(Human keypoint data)
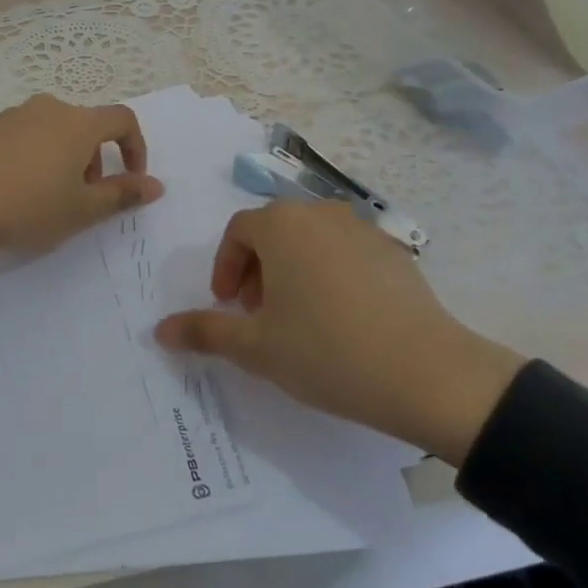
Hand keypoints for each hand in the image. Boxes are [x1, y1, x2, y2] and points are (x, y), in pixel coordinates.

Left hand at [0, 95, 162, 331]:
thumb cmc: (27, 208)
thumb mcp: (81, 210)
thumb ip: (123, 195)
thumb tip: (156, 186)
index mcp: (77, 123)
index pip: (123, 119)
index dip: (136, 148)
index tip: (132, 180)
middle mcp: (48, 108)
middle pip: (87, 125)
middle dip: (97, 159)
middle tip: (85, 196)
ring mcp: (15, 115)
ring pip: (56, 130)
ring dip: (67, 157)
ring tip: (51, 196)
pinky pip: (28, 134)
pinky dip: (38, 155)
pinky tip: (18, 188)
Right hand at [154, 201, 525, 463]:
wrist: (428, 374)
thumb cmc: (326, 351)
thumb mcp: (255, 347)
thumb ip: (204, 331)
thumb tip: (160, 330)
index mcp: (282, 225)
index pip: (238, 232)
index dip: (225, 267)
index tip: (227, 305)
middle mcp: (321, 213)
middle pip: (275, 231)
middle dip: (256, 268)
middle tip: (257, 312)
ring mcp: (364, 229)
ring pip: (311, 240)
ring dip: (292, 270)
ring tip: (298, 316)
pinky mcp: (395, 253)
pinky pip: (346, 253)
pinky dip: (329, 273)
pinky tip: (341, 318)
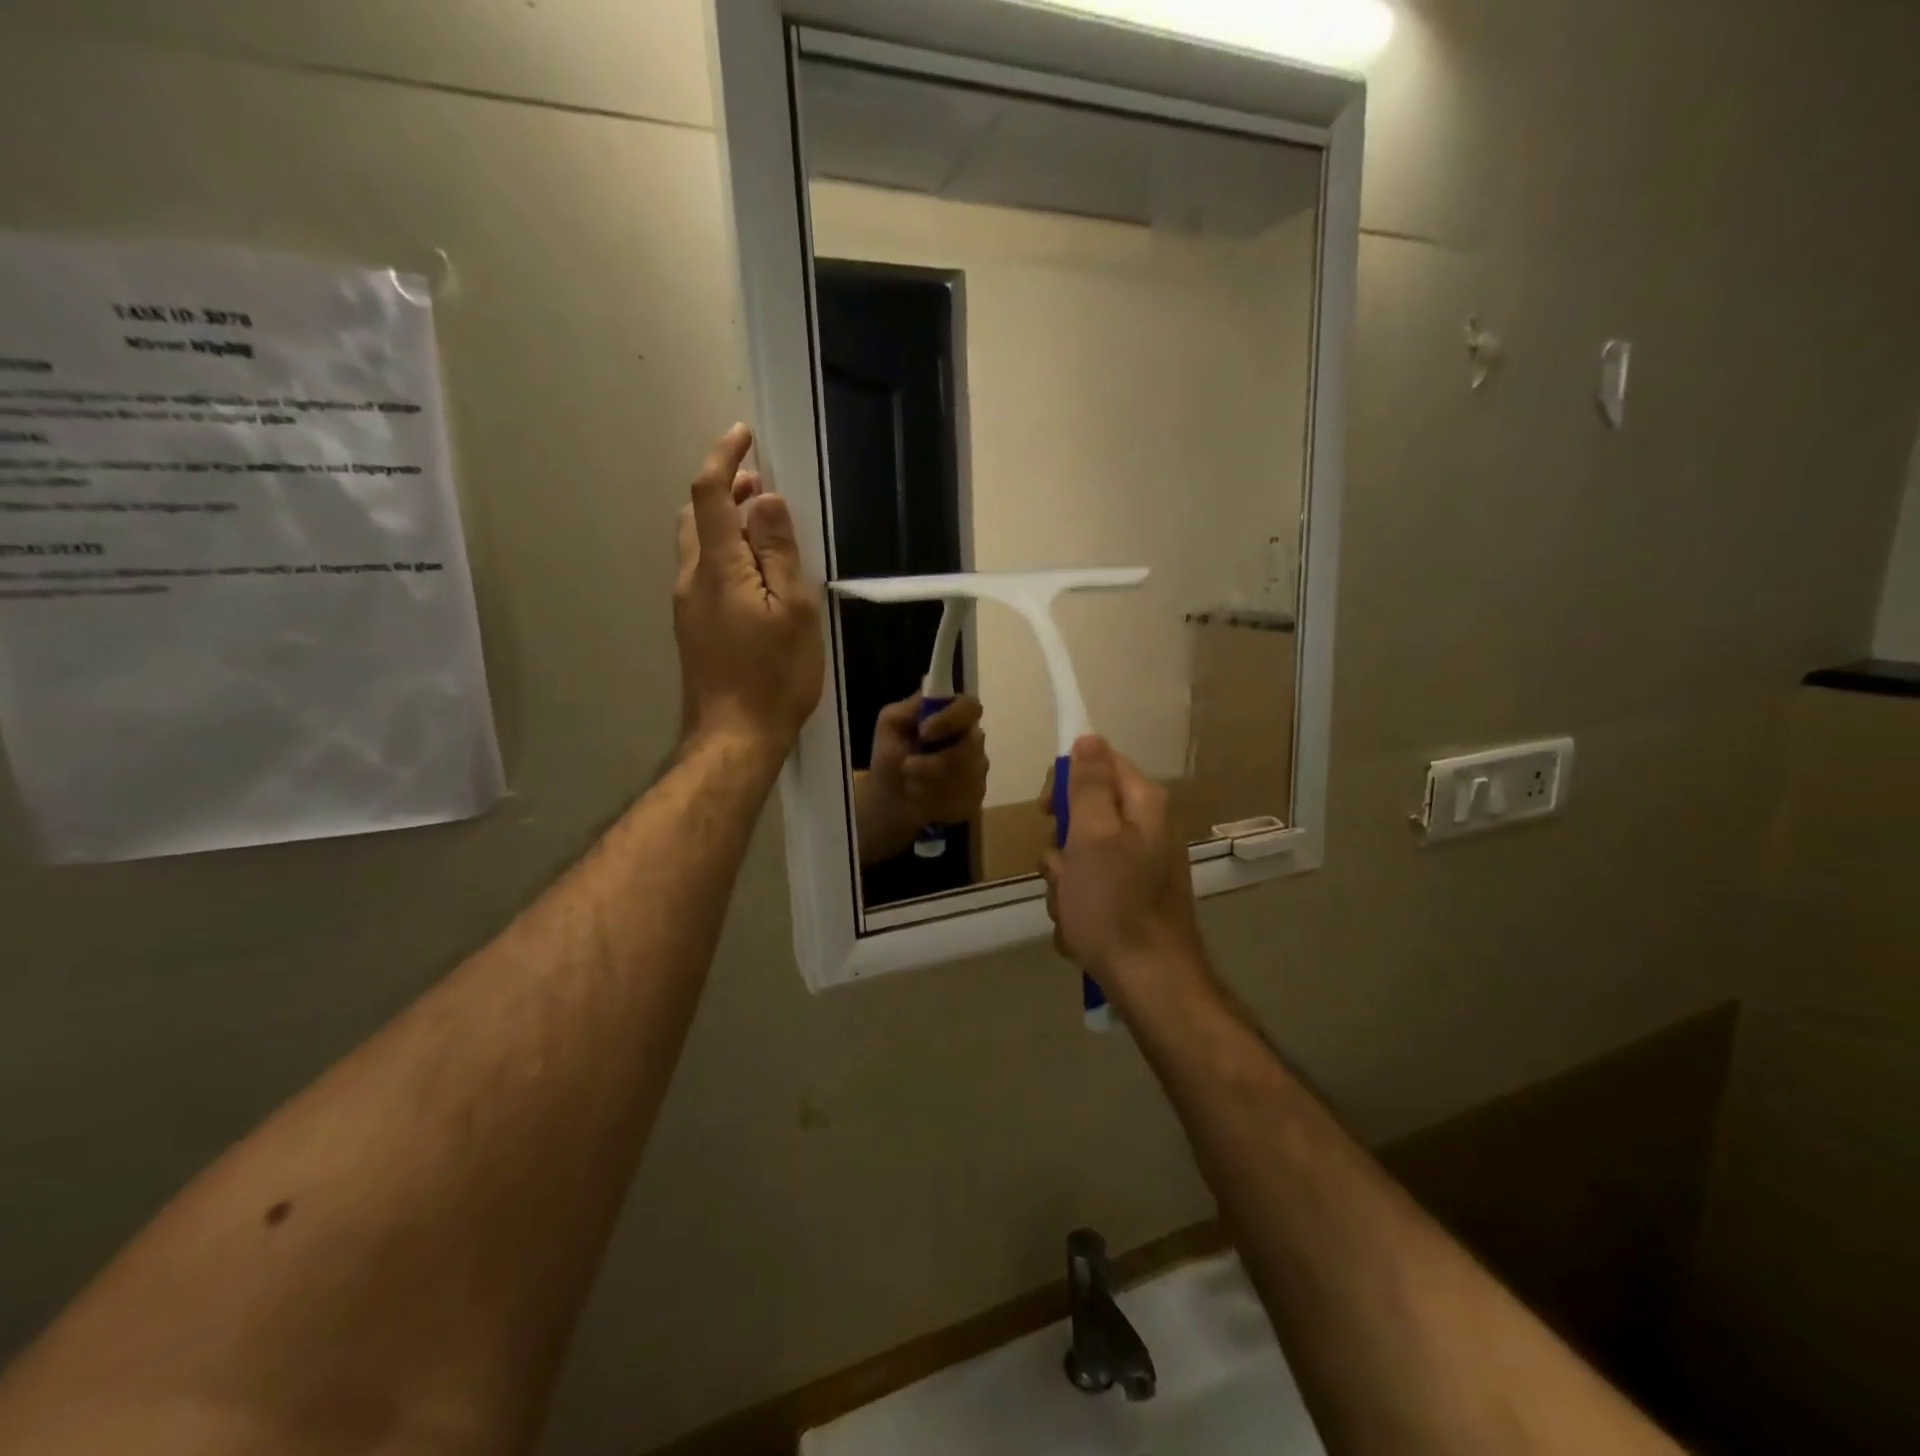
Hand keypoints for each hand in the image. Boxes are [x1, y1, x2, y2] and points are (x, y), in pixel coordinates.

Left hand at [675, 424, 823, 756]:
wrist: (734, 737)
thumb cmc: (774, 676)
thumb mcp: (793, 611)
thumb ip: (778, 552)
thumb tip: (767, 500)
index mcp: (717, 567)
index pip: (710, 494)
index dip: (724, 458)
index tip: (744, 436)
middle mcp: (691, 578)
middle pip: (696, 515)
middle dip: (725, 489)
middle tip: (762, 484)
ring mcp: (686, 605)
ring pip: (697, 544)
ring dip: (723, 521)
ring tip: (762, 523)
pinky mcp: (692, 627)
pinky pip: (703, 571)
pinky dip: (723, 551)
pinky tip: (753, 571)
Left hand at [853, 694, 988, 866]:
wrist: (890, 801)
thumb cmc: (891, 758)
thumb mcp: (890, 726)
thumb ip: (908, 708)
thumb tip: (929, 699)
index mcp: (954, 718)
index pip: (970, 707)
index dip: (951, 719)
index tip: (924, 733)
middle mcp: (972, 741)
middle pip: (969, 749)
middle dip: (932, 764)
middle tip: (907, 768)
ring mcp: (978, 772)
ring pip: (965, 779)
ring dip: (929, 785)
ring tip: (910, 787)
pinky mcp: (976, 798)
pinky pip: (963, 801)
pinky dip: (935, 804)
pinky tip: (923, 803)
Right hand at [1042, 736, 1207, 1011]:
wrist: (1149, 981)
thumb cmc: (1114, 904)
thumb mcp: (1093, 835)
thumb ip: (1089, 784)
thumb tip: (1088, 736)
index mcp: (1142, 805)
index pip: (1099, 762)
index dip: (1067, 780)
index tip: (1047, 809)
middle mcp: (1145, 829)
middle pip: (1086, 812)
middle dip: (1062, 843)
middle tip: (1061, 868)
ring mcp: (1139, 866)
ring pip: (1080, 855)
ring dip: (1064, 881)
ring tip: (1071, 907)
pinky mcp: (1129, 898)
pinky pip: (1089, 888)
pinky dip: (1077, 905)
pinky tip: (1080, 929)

» EXERCISE DETAILS:
Looking at the records above, return exactly the lines from the line with "middle dip: (932, 764)" to the line with "thumb cmc: (1114, 904)", both ends included.

» COMPLETED EXERCISE:
middle dip: (932, 764)
middle tip: (907, 768)
ring mcp: (978, 772)
ring pip: (965, 779)
ring dip: (929, 785)
ring tip: (910, 787)
pinky mcp: (976, 798)
pinky pip: (963, 801)
pinky dip: (935, 804)
pinky tip: (923, 803)
Right hand at [1042, 736, 1207, 1011]:
wrist: (1149, 981)
thumb cmc: (1114, 904)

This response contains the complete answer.